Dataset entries
****************************************

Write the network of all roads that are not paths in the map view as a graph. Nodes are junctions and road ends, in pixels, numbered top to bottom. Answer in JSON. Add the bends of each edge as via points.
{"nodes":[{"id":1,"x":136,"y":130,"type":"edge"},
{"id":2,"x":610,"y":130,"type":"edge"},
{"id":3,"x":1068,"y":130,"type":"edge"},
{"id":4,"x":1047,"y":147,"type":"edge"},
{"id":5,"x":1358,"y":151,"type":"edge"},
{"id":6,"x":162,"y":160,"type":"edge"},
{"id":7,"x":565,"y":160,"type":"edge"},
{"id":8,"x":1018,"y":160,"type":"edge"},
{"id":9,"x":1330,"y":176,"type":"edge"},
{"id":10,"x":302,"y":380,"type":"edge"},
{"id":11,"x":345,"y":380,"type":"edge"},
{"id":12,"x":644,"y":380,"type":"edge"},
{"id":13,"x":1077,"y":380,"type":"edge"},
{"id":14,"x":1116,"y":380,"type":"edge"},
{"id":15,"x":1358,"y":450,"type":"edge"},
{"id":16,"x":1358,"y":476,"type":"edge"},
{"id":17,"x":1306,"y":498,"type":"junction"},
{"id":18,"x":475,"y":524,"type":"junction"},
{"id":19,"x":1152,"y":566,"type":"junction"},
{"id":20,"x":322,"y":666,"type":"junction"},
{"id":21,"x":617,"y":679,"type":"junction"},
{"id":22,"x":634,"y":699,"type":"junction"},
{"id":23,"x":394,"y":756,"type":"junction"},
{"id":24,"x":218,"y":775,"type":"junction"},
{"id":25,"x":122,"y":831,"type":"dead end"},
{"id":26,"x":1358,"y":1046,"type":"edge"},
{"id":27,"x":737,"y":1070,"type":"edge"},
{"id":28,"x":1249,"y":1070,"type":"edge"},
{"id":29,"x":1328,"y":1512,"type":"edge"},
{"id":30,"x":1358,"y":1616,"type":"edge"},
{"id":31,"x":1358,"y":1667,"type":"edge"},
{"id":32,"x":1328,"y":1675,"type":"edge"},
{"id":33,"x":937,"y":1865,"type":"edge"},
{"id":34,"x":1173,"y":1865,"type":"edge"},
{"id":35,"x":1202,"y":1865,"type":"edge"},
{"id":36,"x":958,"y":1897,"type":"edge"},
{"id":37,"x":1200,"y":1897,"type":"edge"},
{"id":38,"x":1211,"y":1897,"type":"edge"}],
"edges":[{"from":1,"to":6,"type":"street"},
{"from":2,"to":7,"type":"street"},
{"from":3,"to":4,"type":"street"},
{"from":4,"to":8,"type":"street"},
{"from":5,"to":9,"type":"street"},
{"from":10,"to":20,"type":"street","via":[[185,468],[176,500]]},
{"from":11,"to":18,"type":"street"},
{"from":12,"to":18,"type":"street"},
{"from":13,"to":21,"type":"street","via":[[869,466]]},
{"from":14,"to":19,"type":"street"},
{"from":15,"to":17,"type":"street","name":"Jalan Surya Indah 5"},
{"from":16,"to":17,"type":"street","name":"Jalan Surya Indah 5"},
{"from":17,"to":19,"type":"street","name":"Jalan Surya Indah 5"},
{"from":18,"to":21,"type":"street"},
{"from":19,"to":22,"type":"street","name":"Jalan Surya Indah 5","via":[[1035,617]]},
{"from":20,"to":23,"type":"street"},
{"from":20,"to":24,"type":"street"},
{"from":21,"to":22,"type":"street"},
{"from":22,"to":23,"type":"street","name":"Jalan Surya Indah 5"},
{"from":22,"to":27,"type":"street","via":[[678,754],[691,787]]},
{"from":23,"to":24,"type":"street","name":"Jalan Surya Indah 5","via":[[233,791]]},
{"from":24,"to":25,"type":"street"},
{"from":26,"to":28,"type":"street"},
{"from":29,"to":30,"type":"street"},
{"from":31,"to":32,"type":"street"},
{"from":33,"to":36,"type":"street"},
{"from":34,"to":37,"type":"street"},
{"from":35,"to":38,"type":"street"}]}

****************************************

WORK TO BE COMPLETED :: What is needed here is an exact copy of all the records above.

REPLY ::
Write the network of all roads that are not paths in the map view as a graph. Nodes are junctions and road ends, in pixels, numbered top to bottom. Answer in JSON. Add the bends of each edge as via points.
{"nodes":[{"id":1,"x":136,"y":130,"type":"edge"},
{"id":2,"x":610,"y":130,"type":"edge"},
{"id":3,"x":1068,"y":130,"type":"edge"},
{"id":4,"x":1047,"y":147,"type":"edge"},
{"id":5,"x":1358,"y":151,"type":"edge"},
{"id":6,"x":162,"y":160,"type":"edge"},
{"id":7,"x":565,"y":160,"type":"edge"},
{"id":8,"x":1018,"y":160,"type":"edge"},
{"id":9,"x":1330,"y":176,"type":"edge"},
{"id":10,"x":302,"y":380,"type":"edge"},
{"id":11,"x":345,"y":380,"type":"edge"},
{"id":12,"x":644,"y":380,"type":"edge"},
{"id":13,"x":1077,"y":380,"type":"edge"},
{"id":14,"x":1116,"y":380,"type":"edge"},
{"id":15,"x":1358,"y":450,"type":"edge"},
{"id":16,"x":1358,"y":476,"type":"edge"},
{"id":17,"x":1306,"y":498,"type":"junction"},
{"id":18,"x":475,"y":524,"type":"junction"},
{"id":19,"x":1152,"y":566,"type":"junction"},
{"id":20,"x":322,"y":666,"type":"junction"},
{"id":21,"x":617,"y":679,"type":"junction"},
{"id":22,"x":634,"y":699,"type":"junction"},
{"id":23,"x":394,"y":756,"type":"junction"},
{"id":24,"x":218,"y":775,"type":"junction"},
{"id":25,"x":122,"y":831,"type":"dead end"},
{"id":26,"x":1358,"y":1046,"type":"edge"},
{"id":27,"x":737,"y":1070,"type":"edge"},
{"id":28,"x":1249,"y":1070,"type":"edge"},
{"id":29,"x":1328,"y":1512,"type":"edge"},
{"id":30,"x":1358,"y":1616,"type":"edge"},
{"id":31,"x":1358,"y":1667,"type":"edge"},
{"id":32,"x":1328,"y":1675,"type":"edge"},
{"id":33,"x":937,"y":1865,"type":"edge"},
{"id":34,"x":1173,"y":1865,"type":"edge"},
{"id":35,"x":1202,"y":1865,"type":"edge"},
{"id":36,"x":958,"y":1897,"type":"edge"},
{"id":37,"x":1200,"y":1897,"type":"edge"},
{"id":38,"x":1211,"y":1897,"type":"edge"}],
"edges":[{"from":1,"to":6,"type":"street"},
{"from":2,"to":7,"type":"street"},
{"from":3,"to":4,"type":"street"},
{"from":4,"to":8,"type":"street"},
{"from":5,"to":9,"type":"street"},
{"from":10,"to":20,"type":"street","via":[[185,468],[176,500]]},
{"from":11,"to":18,"type":"street"},
{"from":12,"to":18,"type":"street"},
{"from":13,"to":21,"type":"street","via":[[869,466]]},
{"from":14,"to":19,"type":"street"},
{"from":15,"to":17,"type":"street","name":"Jalan Surya Indah 5"},
{"from":16,"to":17,"type":"street","name":"Jalan Surya Indah 5"},
{"from":17,"to":19,"type":"street","name":"Jalan Surya Indah 5"},
{"from":18,"to":21,"type":"street"},
{"from":19,"to":22,"type":"street","name":"Jalan Surya Indah 5","via":[[1035,617]]},
{"from":20,"to":23,"type":"street"},
{"from":20,"to":24,"type":"street"},
{"from":21,"to":22,"type":"street"},
{"from":22,"to":23,"type":"street","name":"Jalan Surya Indah 5"},
{"from":22,"to":27,"type":"street","via":[[678,754],[691,787]]},
{"from":23,"to":24,"type":"street","name":"Jalan Surya Indah 5","via":[[233,791]]},
{"from":24,"to":25,"type":"street"},
{"from":26,"to":28,"type":"street"},
{"from":29,"to":30,"type":"street"},
{"from":31,"to":32,"type":"street"},
{"from":33,"to":36,"type":"street"},
{"from":34,"to":37,"type":"street"},
{"from":35,"to":38,"type":"street"}]}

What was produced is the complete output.